• _WHAT IS EXPECTED_: A verbatim printing of the entries that follow is needed; pictures must not appear in it.

=== MATERIAL PROVIDED ===

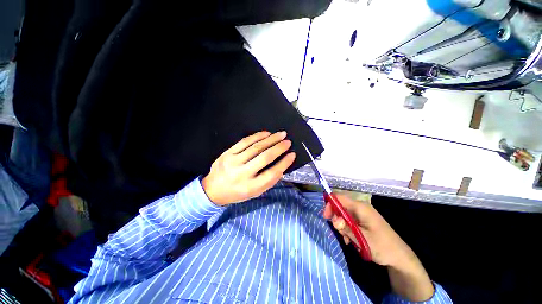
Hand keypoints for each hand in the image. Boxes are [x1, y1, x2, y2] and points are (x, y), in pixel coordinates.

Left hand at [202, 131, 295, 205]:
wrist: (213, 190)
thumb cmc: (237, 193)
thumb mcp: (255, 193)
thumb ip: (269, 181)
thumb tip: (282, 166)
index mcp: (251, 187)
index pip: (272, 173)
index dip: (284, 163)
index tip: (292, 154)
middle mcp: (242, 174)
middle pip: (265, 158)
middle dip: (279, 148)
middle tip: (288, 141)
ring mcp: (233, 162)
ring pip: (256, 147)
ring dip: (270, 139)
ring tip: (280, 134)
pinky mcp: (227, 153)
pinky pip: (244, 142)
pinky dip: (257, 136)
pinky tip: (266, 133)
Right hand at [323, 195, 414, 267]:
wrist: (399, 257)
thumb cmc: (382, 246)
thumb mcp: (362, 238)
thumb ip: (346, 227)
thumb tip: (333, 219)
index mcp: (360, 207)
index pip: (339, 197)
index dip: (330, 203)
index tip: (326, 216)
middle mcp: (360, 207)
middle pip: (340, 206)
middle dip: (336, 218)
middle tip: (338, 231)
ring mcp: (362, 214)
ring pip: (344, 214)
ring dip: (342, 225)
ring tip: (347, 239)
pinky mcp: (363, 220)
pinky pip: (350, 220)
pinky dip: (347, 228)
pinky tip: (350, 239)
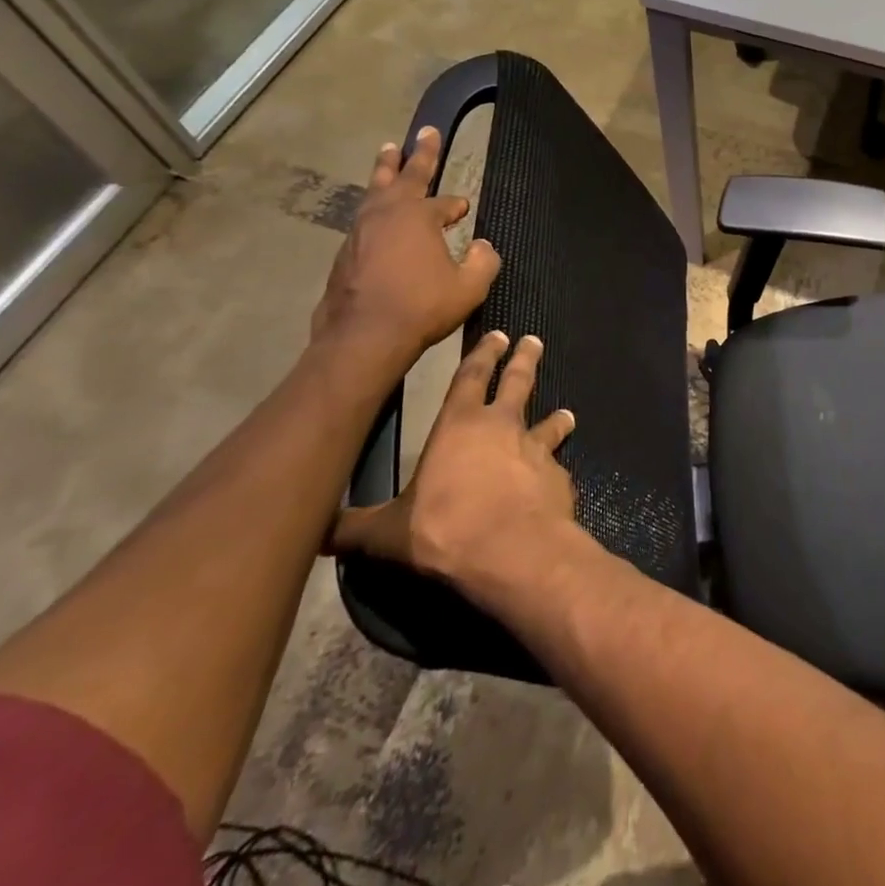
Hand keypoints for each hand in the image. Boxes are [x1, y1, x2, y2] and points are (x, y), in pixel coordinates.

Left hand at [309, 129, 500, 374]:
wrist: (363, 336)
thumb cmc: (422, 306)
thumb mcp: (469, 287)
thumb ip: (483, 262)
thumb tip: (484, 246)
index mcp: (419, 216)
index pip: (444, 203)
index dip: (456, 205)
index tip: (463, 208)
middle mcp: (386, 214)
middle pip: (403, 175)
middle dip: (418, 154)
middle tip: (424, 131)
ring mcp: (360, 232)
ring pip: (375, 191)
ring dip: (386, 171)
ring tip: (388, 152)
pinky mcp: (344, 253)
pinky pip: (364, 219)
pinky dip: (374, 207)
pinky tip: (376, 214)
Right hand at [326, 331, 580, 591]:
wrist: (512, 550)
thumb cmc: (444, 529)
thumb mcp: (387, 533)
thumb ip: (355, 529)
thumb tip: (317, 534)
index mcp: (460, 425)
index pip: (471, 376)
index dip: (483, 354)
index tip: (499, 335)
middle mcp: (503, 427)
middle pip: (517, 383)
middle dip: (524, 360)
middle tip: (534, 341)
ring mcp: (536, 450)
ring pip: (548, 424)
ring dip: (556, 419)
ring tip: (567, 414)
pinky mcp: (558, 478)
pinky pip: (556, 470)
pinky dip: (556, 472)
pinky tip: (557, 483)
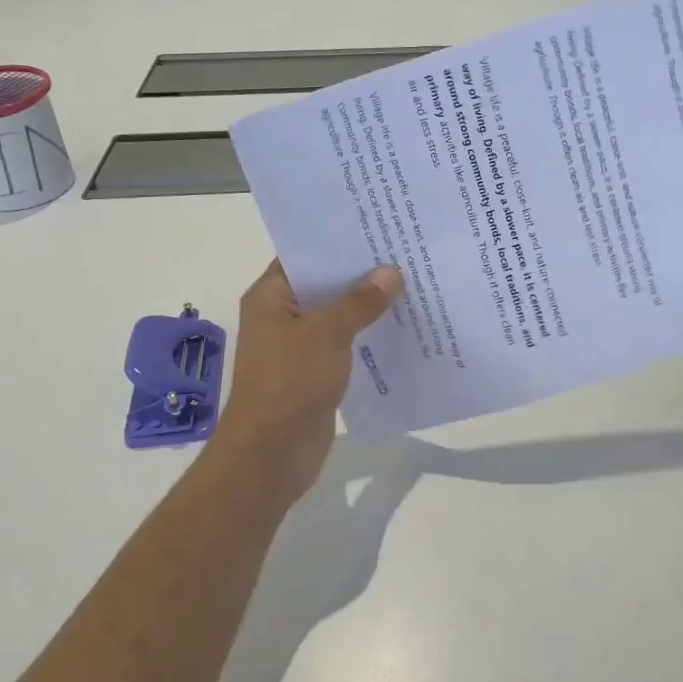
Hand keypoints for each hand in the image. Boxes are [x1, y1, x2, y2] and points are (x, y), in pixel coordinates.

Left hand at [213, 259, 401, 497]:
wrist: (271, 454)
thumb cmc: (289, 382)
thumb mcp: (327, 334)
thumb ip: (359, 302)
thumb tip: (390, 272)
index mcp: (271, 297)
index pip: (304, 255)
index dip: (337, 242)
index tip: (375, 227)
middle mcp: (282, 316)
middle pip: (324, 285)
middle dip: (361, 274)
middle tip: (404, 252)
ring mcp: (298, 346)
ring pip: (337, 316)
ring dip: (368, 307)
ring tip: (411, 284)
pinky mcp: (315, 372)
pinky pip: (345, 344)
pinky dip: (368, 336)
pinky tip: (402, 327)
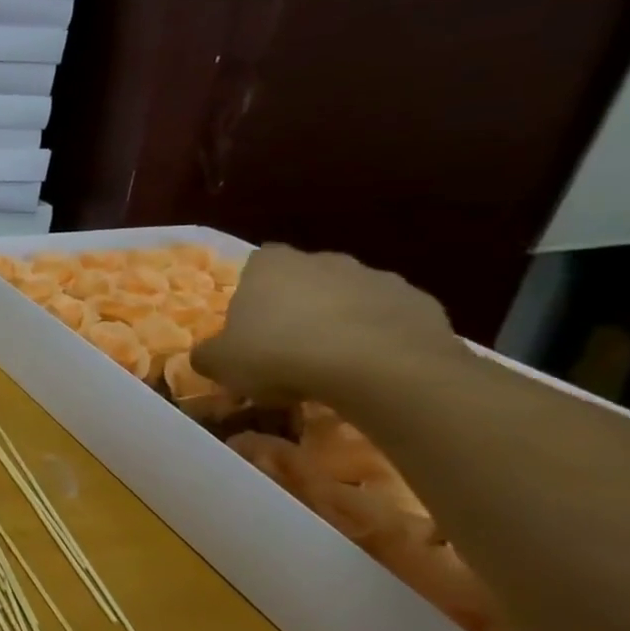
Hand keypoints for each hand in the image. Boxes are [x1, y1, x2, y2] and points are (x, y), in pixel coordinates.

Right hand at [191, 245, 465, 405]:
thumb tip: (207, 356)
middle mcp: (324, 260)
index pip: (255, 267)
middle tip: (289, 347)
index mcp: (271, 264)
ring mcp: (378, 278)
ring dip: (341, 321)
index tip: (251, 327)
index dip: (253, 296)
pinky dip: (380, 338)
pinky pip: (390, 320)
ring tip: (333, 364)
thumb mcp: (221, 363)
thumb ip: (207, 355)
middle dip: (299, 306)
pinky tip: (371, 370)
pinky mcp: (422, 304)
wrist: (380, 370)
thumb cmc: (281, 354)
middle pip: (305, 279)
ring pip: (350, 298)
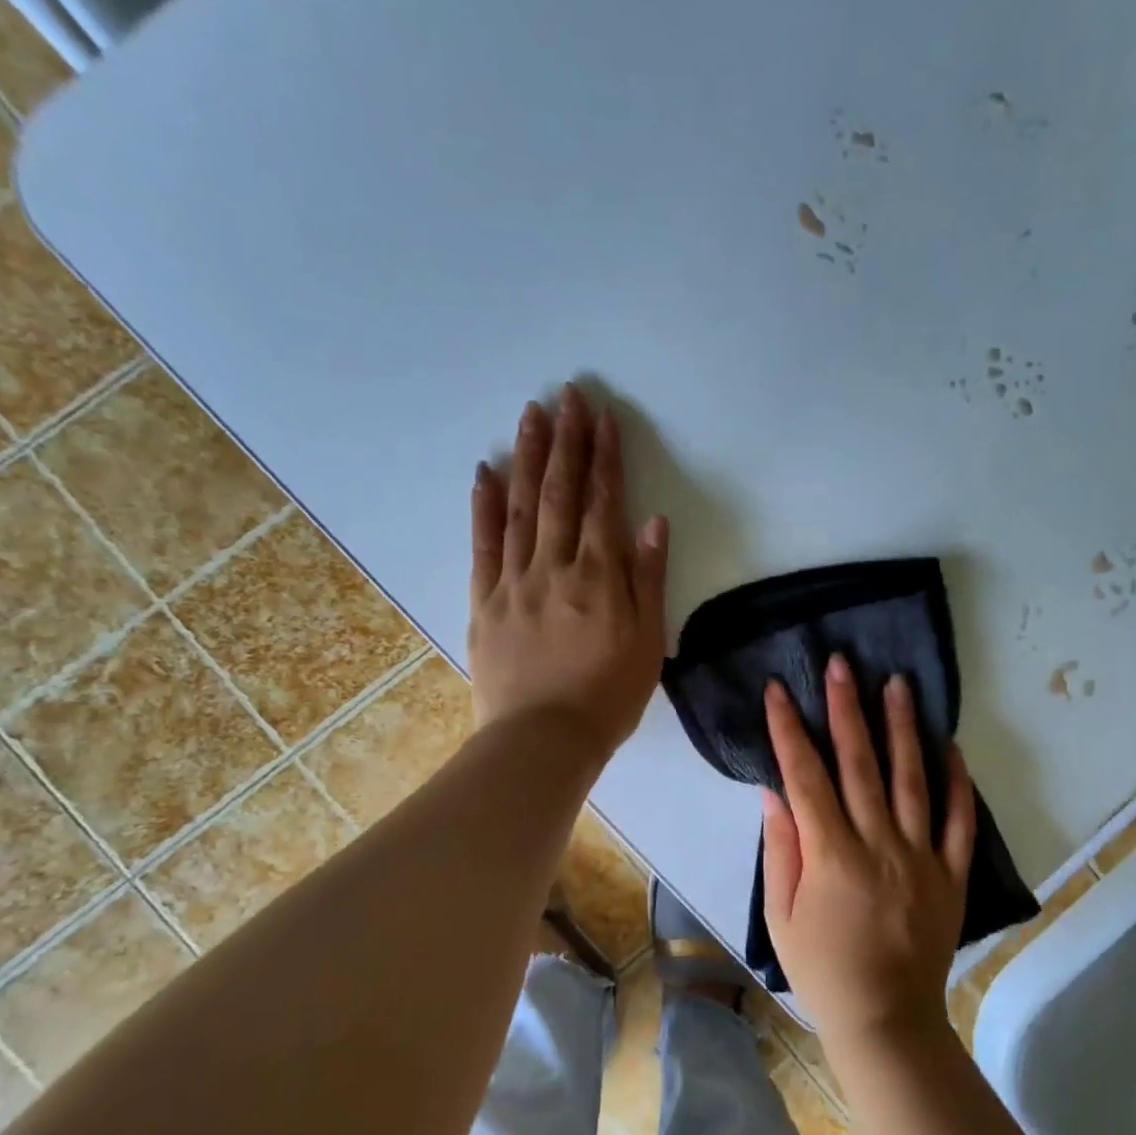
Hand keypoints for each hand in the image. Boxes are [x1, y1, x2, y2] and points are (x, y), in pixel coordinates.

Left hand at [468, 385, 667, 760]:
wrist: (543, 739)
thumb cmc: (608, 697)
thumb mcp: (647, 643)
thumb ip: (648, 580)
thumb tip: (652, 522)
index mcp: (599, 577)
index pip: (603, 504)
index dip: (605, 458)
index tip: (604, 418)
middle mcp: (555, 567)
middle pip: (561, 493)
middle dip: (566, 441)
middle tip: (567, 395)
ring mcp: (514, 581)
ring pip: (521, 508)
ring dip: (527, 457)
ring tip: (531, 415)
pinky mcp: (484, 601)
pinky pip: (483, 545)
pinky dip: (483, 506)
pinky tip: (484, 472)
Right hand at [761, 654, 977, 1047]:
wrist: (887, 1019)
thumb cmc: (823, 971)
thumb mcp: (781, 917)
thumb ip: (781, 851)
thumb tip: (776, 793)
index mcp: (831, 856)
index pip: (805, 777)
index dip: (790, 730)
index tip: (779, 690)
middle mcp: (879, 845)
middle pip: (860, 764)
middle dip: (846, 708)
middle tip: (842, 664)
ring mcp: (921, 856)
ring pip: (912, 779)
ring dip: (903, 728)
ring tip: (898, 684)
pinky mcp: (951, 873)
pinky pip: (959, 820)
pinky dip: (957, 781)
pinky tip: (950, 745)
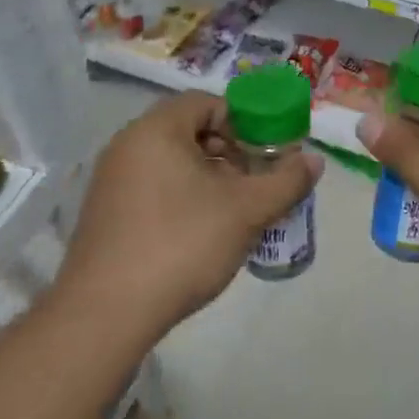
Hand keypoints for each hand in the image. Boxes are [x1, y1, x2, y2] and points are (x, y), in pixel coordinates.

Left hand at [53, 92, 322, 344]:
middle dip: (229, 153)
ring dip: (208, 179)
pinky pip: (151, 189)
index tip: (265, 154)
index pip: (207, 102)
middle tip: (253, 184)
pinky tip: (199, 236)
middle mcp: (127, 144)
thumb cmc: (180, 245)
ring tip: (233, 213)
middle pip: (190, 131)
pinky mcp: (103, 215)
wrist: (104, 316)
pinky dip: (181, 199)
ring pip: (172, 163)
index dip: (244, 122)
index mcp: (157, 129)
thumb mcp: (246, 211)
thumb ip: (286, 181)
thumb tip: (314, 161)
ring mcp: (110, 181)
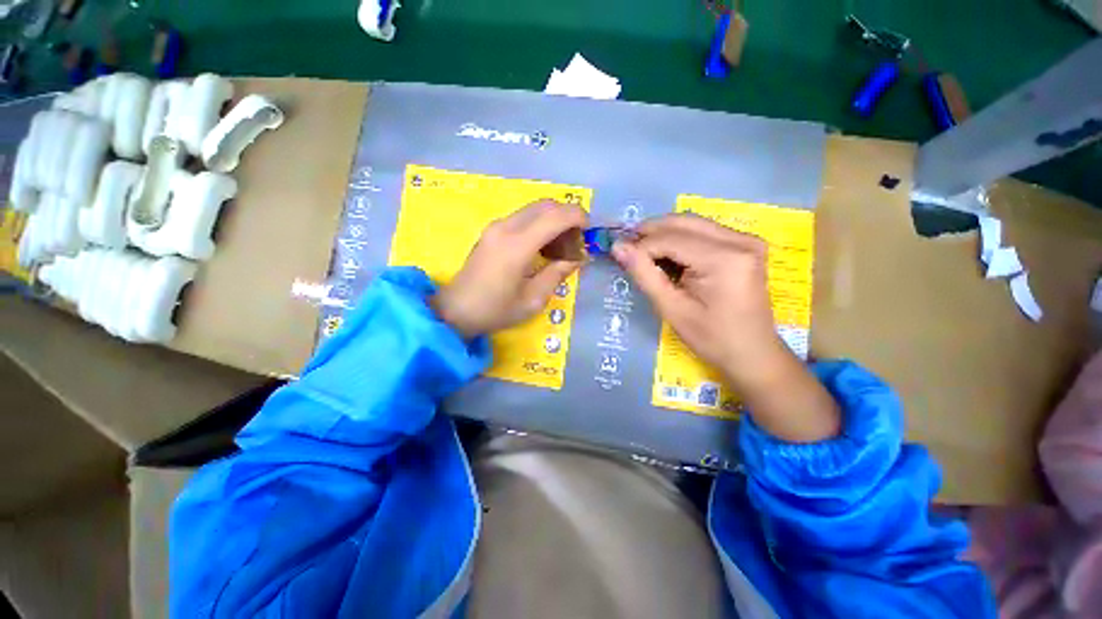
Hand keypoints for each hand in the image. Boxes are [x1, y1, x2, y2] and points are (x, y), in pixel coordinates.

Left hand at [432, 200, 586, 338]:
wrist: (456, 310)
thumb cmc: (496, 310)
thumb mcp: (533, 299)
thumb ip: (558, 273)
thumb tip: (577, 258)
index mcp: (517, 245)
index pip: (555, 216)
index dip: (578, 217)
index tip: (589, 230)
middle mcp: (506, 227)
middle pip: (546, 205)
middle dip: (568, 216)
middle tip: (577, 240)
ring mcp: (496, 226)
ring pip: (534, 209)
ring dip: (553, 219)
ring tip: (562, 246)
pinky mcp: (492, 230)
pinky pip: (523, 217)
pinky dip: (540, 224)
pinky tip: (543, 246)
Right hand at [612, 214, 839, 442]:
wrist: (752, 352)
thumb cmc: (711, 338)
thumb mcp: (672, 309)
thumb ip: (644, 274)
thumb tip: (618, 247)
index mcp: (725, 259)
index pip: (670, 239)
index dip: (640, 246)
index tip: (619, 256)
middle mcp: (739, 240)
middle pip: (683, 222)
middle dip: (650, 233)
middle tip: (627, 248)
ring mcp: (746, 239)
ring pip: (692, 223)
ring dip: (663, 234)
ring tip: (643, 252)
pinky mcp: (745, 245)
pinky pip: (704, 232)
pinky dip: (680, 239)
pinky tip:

===

• _ANSWER BELOW_:
Hand keypoints for each hand in the image. Boxes are [x1, y1, x2, y2] and points are (x, y), in pixel coordinates.

Left hand at [202, 131, 295, 205]:
wrist: (213, 190)
thumb cmc: (237, 193)
thumb mcp: (255, 193)
thumb ip: (269, 181)
thumb tip: (282, 166)
index mcp: (251, 187)
index pip: (272, 173)
index dip: (284, 163)
index tip: (292, 154)
middle mcp: (242, 174)
middle pip: (265, 158)
middle dip: (279, 148)
middle tip: (288, 141)
ring mcp: (233, 162)
ring pip: (256, 147)
ring dip: (270, 139)
ring tip: (280, 134)
pinky mcp: (227, 153)
pinky pip: (244, 142)
pinky dip: (257, 136)
pinky tip: (266, 133)
Right hand at [323, 195, 414, 267]:
wrist: (399, 257)
thumb cmc: (382, 246)
thumb mcp: (362, 238)
thumb ip: (346, 227)
thumb tip: (333, 219)
index mcp: (360, 207)
index pip: (339, 197)
index dip: (330, 203)
index tip: (326, 216)
middle mcp: (360, 207)
middle pip: (340, 206)
middle dip: (336, 218)
middle tip: (338, 231)
ring mcp: (362, 214)
ring pip: (344, 214)
ring dip: (342, 225)
ring tip: (347, 239)
pinky mcp: (363, 220)
pinky pip: (350, 220)
pinky dip: (347, 228)
pinky tip: (350, 239)
Hand keypoints for each hand in the image. Boxes are [x1, y1, x2, y2] and points are (x, y), in pixel coordinates.

Left hand at [309, 129, 500, 374]:
wrist: (363, 336)
thumb cmc: (422, 306)
thumb mcp: (469, 287)
thumb ip: (483, 262)
thumb tip: (484, 246)
index mcp: (419, 216)
index pip: (444, 203)
index dip: (456, 205)
index tip: (463, 208)
middle mcp: (386, 214)
middle pip: (403, 175)
middle dip: (418, 154)
middle tip: (424, 131)
ring mcp: (360, 232)
ring pip: (375, 191)
ring dip: (386, 171)
ring tip: (388, 152)
pinky mcp: (344, 253)
pinky pip: (364, 219)
pinky dip: (374, 207)
pinky tip: (376, 214)
Right hand at [326, 331, 580, 591]:
wrist: (512, 550)
thumb cmc: (444, 529)
thumb mcp: (387, 533)
thumb ip: (355, 529)
thumb tip: (317, 534)
index mcp: (460, 425)
index pip: (471, 376)
index dip: (483, 354)
index tip: (499, 335)
middle mcp: (503, 427)
middle pip: (517, 383)
middle dip: (524, 360)
middle tip: (534, 341)
ring mcp: (536, 450)
ring pip: (548, 424)
ring dip: (556, 419)
ring tip: (567, 414)
pinky mcp: (558, 478)
pinky pip: (556, 470)
pinky dip: (556, 472)
pinky tip: (557, 483)
Hand keypoints for each hand in the image. Boxes are [x1, y1, x2, y2] and points are (x, y), in pixel coordinates.

Left hand at [213, 259, 401, 497]:
wrist: (271, 454)
thumb cmc: (289, 382)
thumb mcp: (327, 334)
thumb ip: (359, 302)
thumb tip: (390, 272)
index mcp: (271, 297)
index pip: (304, 255)
index dip: (337, 242)
index tip: (375, 227)
middle mcp: (282, 316)
middle pip: (324, 285)
middle dip: (361, 274)
middle tip: (404, 252)
ring mcp: (298, 346)
ring pip: (337, 316)
ring dip: (368, 307)
ring tip: (411, 284)
pinky mcp: (315, 372)
pinky pip: (345, 344)
pinky dip: (368, 336)
pinky tip: (402, 327)
Hand keypoints for each hand in the image. Boxes are [x1, y1, x2, y2] and points are (x, y), in pixel coordinates.

Right hand at [191, 245, 465, 405]:
thumb tip: (207, 356)
middle mcp: (324, 260)
index pip: (255, 267)
middle tip: (289, 347)
index mcp: (271, 264)
ring mcp: (378, 278)
ring dip: (341, 321)
index tip: (251, 327)
index dip: (253, 296)
pinky dip: (380, 338)
pinky pip: (390, 320)
ring tip: (333, 364)
thumb mcp: (221, 363)
thumb ip: (207, 355)
middle dip: (299, 306)
pinky tip: (371, 370)
pinky mcp: (422, 304)
wrist: (380, 370)
thumb cmc: (281, 354)
middle pip: (305, 279)
ring pip: (350, 298)
Hand keypoints for each hand in the image. Boxes are [x1, y1, x2, y2] and points are (x, y), in pixel coordinates.

Left hand at [468, 385, 667, 760]:
wrist: (543, 739)
thumb cmc: (608, 697)
thumb mcp: (647, 643)
thumb ip: (648, 580)
thumb tip: (652, 522)
index mcp: (599, 577)
index pip: (603, 504)
index dip: (605, 458)
index tip: (604, 418)
middle mcp: (555, 567)
middle pip: (561, 493)
middle dip: (566, 441)
middle tip: (567, 395)
ring mcp: (514, 581)
ring pip: (521, 508)
ring dip: (527, 457)
ring tip: (531, 415)
pinky mcp: (484, 601)
pinky pip: (483, 545)
pinky dip: (483, 506)
pinky tip: (484, 472)
Right hand at [761, 654, 977, 1047]:
wrist: (887, 1019)
thumb cmc: (823, 971)
thumb mcp: (781, 917)
thumb ip: (781, 851)
thumb tip: (776, 793)
index mcp: (831, 856)
index pip: (805, 777)
index dip: (790, 730)
index tip: (779, 690)
middle mcp: (879, 845)
middle pip: (860, 764)
middle dip: (846, 708)
middle tip: (842, 664)
ring mcp: (921, 856)
ring pip: (912, 779)
ring dip: (903, 728)
ring tip: (898, 684)
pinky mcp: (951, 873)
pinky pip: (959, 820)
pinky dip: (957, 781)
pinky tip: (950, 745)
Hand keypoints for each hand in the image. Boxes are [x1, y1, x2, y2] and points are (x, y), in pixel coordinates.

Left hand at [53, 92, 322, 344]:
middle dip: (229, 153)
ring dip: (208, 179)
pinky pip: (151, 189)
index tip: (265, 154)
index pip: (207, 102)
middle tip: (253, 184)
pinky tip: (199, 236)
middle mcp: (127, 144)
thumb cmc: (180, 245)
ring tip: (233, 213)
middle pip: (190, 131)
pinky mcp: (103, 215)
wrist: (104, 316)
pinky dip: (181, 199)
ring pip: (172, 163)
index dip: (244, 122)
index mcp: (157, 129)
thumb mcp: (246, 211)
thumb ip: (286, 181)
thumb tip: (314, 161)
ring mcp: (110, 181)
Hand keypoints for each hand in the image. Boxes are [x1, y1, x2, y2] and points are (x, y), in pixel coordinates.

Left hand at [432, 200, 586, 338]:
wrist: (456, 310)
thumb cmc: (496, 310)
thumb mcp: (533, 299)
thumb ip: (558, 273)
thumb tip: (577, 258)
index mcp: (517, 245)
index pip: (555, 216)
index dip: (578, 217)
index tip: (589, 230)
middle mcp: (506, 227)
middle pip: (546, 205)
middle dip: (568, 216)
middle tip: (577, 240)
ring mcp: (496, 226)
ring pip: (534, 209)
ring dip: (553, 219)
ring tip: (562, 246)
pinky mcp: (492, 230)
pinky pip: (523, 217)
pinky dip: (540, 224)
pinky tip: (543, 246)
Right hand at [612, 214, 839, 442]:
wrist: (752, 352)
thumb cmc: (711, 338)
thumb mcp: (672, 309)
thumb ip: (644, 274)
thumb tip: (618, 247)
index mcp: (725, 259)
index pip: (670, 239)
index dip: (640, 246)
index tip: (619, 256)
middle mcp: (739, 240)
middle pip: (683, 222)
middle dip: (650, 233)
middle tip: (627, 248)
ring mcp: (746, 239)
ring pip: (692, 223)
ring dip: (663, 234)
ring tip: (643, 252)
pinky mcp: (745, 245)
pinky pip: (704, 232)
pinky dip: (680, 239)
pinky tip:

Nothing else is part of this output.